Let $2^{a_1}+3^{a_2}+5^{a_3}+7^{a_4}+9^{a_5}$ be divisible by 4 where $a_1,a_2,a_3,a_4,a_5$ are digits from 0 to 9. If largest possible number of values of $(a_1,a_2,a_3,a_{4,}{a}_5)$ is $\left(9000\right)$ k then k is 

Let S = $2^{a_1}+3^{a_2}+5^{a_3}+7^{a_4}+9^{a_5}$  
$=2^{a_1}+{(4-1)}^{a_2}+{(4+1)}^{a_3}+{(8-1)}^{a_4}+{(8+1)}^{a_5}$ 
$=2^{a_1}+4\lambda +{(-1)}^{a_2}+{\left(1\right)}^{a_3}+{(-1)}^{a_4}+{\left(1\right)}^{a_5}\lambda \in N$ 
Case I: When $a_1=0$ in this case 
S will either of (4n + 1) or (4n + 3) form which is obviously not divisible by 4.
Case II: $a_1=1,S=2+4\lambda +{(-1)}^{a_2}+{\left(1\right)}^{a_3}+{(-1)}^{a_4}+{\left(1\right)}^{a_5}$ 
If S is divisible by 4, last four terms must be equals to 2. For this, one of $a_2$ and $a_4$ must be odd and other to be even. This can be done in 2(1 x 5 x 10 x 5 x 10) ways = 5000 ways.

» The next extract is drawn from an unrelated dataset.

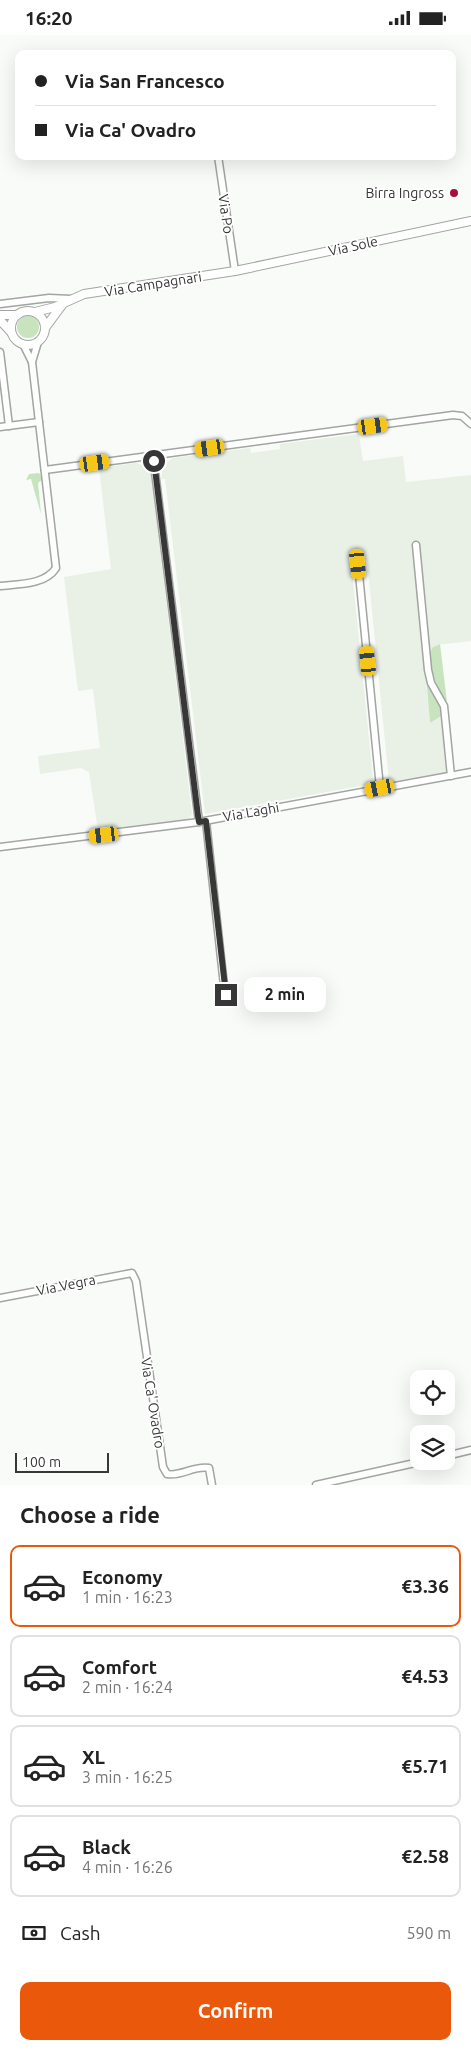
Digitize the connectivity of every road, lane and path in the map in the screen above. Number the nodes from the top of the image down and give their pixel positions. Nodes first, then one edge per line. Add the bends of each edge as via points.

Case III: $a_1\ge 2, S=4n+4\lambda +{(-1)}^{a_2}+{(-1)}^{a_3}+{(-1)}^{a_4}+{\left(1\right)}^{a_5}$  
For S to be divisible by 4, last four terms must be equal to 4 or zero. For this $a_2$ and $a_4$ must be both even or odd and $a_3{a}_5$ can be any digit. This can be done in 
2 x ( 8 x 5 x 10 x 5 x 10) = 40,000 ways 
$\therefore$ largest possible number of values of $(a_1,a_2,a_3,a_4,a_5)$ is $(9000\times 5)$  
$\therefore$ k = 5